Most flavors discussed in this tutorial support Unicode. PCRE is 8-bit by default. But when this tutorial talks about PCRE, it assumes that you compiled PCRE with Unicode support. PCRE2 supports Unicode when compiled with the default settings. PHP uses PCRE or PCRE2 compiled with Unicode support, but requires the /u flag to actually enable the Unicode features. This tutorial assumes you use the /u flag with PHP all the time. JavaScript also has a /u flag to enable full Unicode support. The tutorial mentions when this flag should be used. In JavaScript it has more implications than just enabling Unicode support. For Boost and the standard C++ library Unicode support depends on the character type your code uses. On Windows, boost::regex and std::regex are based on the 8-bit char type while boost::wregex and std::wregex are based on the 16-bit wchar_t. This tutorial assumes you’re using wchar_t.

The regular expressions reference that accompanies this tutorial makes the same assumptions. For JavaScript, the reference tables indicate “with /u” or “without /u” if the feature depends on the /u flag being set or not.

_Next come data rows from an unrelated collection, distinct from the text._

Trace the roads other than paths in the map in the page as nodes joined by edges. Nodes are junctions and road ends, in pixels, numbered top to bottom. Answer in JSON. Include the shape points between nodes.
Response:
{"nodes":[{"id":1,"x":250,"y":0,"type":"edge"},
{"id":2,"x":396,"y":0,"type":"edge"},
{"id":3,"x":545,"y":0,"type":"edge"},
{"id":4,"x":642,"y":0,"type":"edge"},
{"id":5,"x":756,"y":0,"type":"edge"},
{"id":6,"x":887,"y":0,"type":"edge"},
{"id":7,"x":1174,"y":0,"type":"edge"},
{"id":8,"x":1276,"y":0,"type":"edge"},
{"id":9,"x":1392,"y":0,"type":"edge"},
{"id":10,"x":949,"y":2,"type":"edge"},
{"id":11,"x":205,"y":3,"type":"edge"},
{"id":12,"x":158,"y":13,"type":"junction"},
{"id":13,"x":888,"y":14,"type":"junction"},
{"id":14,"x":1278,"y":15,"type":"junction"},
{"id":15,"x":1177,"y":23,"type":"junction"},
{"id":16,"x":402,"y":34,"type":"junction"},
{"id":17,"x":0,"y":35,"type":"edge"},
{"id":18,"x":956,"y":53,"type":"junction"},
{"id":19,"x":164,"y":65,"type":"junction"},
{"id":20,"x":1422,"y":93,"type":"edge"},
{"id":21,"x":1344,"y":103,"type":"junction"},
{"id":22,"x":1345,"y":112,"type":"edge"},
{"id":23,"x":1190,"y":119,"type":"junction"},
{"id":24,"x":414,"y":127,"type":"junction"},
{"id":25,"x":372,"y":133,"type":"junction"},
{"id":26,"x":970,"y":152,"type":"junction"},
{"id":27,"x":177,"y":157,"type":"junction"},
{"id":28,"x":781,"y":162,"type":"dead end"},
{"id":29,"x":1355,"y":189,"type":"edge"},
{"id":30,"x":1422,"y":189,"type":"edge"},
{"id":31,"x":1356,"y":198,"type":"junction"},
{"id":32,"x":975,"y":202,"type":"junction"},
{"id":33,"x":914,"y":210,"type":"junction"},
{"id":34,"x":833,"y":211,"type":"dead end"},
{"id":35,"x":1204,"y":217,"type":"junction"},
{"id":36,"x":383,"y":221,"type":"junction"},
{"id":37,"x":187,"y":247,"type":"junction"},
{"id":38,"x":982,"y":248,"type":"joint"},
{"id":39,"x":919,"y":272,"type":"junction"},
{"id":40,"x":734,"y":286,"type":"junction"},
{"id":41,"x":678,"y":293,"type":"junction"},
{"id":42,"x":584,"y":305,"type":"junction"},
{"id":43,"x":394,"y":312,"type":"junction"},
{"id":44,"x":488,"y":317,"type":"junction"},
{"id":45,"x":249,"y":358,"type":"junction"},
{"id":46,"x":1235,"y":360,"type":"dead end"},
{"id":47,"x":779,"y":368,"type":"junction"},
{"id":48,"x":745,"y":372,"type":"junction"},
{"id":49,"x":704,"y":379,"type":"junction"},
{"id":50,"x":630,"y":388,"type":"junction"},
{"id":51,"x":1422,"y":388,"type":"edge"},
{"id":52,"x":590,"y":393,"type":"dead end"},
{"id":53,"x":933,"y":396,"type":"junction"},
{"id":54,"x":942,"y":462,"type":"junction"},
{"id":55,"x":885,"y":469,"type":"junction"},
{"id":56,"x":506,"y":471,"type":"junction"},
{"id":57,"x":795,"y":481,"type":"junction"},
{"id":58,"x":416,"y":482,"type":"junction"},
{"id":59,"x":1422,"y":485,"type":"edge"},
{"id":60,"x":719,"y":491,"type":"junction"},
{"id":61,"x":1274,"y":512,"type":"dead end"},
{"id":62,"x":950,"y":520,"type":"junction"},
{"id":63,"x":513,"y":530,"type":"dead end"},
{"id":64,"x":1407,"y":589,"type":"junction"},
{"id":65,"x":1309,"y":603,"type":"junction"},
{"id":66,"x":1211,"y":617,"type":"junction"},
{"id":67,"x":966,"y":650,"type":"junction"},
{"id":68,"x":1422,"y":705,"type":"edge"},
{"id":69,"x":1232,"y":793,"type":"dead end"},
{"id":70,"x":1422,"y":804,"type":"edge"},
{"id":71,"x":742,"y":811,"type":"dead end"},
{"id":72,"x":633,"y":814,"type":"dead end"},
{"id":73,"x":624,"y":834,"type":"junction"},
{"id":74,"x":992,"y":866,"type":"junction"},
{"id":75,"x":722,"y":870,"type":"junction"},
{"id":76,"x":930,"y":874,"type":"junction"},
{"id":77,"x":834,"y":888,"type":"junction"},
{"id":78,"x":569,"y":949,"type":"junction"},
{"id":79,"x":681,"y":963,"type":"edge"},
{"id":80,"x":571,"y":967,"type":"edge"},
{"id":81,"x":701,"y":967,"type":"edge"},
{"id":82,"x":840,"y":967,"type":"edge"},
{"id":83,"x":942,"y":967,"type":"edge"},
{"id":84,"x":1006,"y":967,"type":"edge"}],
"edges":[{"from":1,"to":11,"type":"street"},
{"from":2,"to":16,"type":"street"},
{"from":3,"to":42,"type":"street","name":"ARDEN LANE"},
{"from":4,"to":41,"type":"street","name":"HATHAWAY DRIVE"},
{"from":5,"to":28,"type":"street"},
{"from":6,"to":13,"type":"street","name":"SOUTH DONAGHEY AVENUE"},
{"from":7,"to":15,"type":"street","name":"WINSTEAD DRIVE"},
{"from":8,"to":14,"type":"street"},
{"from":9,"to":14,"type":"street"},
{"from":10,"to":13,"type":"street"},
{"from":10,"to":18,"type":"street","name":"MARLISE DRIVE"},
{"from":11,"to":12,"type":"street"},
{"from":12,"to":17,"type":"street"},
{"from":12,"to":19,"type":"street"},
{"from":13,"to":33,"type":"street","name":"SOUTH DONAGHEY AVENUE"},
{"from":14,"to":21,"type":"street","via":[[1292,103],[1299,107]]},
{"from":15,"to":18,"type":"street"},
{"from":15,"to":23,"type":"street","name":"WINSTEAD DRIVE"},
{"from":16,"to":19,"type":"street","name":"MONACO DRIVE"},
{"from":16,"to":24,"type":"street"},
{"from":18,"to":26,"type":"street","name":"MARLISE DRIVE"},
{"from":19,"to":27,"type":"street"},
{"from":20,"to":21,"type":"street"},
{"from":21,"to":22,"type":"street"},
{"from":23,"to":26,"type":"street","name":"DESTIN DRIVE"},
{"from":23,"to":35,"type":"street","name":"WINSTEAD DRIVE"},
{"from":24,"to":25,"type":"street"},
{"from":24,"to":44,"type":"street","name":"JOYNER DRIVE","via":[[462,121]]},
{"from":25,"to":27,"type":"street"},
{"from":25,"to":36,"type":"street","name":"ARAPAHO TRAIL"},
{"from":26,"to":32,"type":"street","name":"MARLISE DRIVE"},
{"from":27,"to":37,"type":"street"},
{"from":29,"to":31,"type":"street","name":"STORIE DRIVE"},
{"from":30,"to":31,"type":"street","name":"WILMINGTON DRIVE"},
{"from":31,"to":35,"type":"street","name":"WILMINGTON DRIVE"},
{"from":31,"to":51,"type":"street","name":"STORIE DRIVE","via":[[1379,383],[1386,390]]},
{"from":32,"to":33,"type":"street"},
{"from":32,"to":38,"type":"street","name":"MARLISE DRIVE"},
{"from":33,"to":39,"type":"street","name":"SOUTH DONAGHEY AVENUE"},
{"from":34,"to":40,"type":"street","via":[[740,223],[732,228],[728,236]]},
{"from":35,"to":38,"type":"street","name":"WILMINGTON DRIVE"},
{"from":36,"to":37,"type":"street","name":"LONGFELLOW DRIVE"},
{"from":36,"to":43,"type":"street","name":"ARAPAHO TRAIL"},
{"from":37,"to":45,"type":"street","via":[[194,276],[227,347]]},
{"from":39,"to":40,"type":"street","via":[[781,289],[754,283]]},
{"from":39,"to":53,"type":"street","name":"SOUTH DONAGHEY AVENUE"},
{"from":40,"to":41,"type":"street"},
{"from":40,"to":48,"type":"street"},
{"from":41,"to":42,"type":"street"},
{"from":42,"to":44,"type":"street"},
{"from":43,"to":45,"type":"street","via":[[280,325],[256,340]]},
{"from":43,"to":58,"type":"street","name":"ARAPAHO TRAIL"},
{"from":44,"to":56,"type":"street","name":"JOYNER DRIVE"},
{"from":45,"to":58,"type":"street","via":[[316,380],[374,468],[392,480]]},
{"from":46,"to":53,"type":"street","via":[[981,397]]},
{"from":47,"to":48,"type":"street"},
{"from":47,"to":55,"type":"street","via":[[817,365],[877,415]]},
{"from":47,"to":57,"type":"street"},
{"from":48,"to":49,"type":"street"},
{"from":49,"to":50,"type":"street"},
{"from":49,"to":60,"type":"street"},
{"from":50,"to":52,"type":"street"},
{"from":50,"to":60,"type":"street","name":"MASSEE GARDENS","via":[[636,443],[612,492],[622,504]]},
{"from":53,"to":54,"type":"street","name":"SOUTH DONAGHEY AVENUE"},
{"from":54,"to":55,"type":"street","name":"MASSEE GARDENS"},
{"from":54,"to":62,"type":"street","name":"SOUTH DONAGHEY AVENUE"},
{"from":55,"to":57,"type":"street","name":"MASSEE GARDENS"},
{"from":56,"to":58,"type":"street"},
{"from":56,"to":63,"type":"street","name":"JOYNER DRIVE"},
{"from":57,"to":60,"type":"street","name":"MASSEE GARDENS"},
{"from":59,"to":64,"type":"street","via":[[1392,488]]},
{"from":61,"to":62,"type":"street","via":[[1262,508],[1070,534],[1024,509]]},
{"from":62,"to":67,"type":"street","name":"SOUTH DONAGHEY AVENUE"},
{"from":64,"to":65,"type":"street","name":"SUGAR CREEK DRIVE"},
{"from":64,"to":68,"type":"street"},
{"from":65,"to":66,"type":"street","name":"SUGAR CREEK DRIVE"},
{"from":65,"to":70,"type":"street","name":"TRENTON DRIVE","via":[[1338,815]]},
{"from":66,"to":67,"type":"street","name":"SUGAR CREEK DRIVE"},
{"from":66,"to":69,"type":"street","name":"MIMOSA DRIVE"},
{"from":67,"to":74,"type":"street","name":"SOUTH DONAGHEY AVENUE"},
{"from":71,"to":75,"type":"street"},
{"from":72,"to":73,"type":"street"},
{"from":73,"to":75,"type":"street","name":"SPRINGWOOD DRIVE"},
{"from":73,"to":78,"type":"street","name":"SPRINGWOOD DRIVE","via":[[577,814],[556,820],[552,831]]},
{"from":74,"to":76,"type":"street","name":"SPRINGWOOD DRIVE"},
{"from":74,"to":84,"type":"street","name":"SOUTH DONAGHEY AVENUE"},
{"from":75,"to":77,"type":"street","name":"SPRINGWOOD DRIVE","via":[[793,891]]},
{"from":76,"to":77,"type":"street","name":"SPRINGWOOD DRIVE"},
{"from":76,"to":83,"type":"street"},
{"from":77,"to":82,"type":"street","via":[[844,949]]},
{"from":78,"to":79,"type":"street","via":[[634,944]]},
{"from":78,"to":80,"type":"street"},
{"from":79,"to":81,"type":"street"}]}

Unfortunately, Unicode brings its own requirements and pitfalls when it comes to regular expressions. Unicode continues to evolve, typically releasing a new version each September. When a regex engine is updated to a newer version of Unicode it can change how your regexes work. It will start matching newly defined characters. But it can also stop matching certain characters if the new version changes a character’s properties. As an example, the Georgian letters U+10C0–U+10FA were originally in the lowercase letter category. Unicode 3.0.0 moved them to the “other letter” category because they didn’t have uppercase equivalents. Unicode 11.0.0 added uppercase equivalents of these letters and moved the original letters back to the lowercase letter category. This change would affect you, for example, if your app was previously running on Java 11 or prior (based on Unicode 10.0.0 or prior) and is then migrated to Java 12 or later (based on Unicode 11.0.0 or later). Whether this actually impacts your application depends on whether you have any users in Georgia and whether your app uses regexes with \p{Ll} and/or \p{Lo}.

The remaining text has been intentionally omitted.